**What to produce**
In the entries below, find every line holding the string "junction" and collect it.

**Available records**
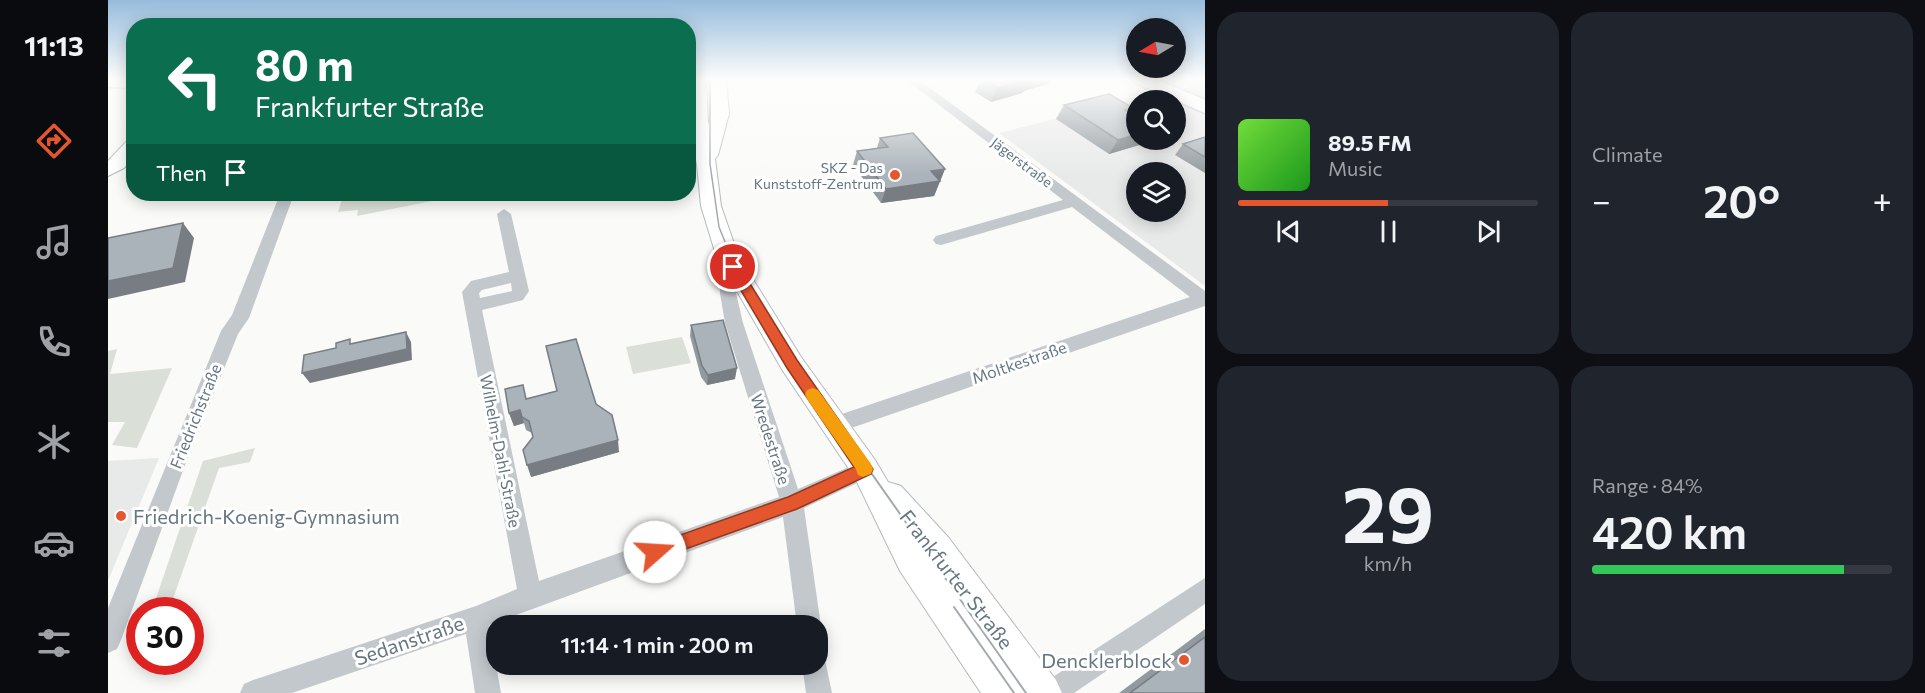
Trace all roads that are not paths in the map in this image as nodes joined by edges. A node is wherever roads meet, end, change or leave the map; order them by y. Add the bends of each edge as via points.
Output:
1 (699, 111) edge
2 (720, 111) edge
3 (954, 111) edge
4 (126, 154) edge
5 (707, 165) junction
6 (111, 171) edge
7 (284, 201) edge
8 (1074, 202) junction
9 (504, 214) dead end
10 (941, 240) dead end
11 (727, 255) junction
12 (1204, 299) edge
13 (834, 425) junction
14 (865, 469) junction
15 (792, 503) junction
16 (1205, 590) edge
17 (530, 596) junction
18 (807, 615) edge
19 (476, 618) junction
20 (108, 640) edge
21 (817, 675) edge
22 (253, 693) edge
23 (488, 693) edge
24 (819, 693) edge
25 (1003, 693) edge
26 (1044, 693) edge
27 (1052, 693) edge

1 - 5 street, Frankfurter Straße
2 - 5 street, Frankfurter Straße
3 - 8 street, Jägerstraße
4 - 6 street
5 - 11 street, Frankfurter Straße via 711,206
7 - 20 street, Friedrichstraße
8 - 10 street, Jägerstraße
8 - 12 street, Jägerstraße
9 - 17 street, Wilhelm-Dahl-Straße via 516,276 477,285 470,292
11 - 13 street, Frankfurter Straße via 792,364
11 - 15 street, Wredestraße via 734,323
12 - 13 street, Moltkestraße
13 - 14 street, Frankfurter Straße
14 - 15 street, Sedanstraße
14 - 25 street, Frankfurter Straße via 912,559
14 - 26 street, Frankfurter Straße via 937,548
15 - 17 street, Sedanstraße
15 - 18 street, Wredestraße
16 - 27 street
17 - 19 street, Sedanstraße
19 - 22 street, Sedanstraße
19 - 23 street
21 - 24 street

**Solution for this exercise**
5 (707, 165) junction
8 (1074, 202) junction
11 (727, 255) junction
13 (834, 425) junction
14 (865, 469) junction
15 (792, 503) junction
17 (530, 596) junction
19 (476, 618) junction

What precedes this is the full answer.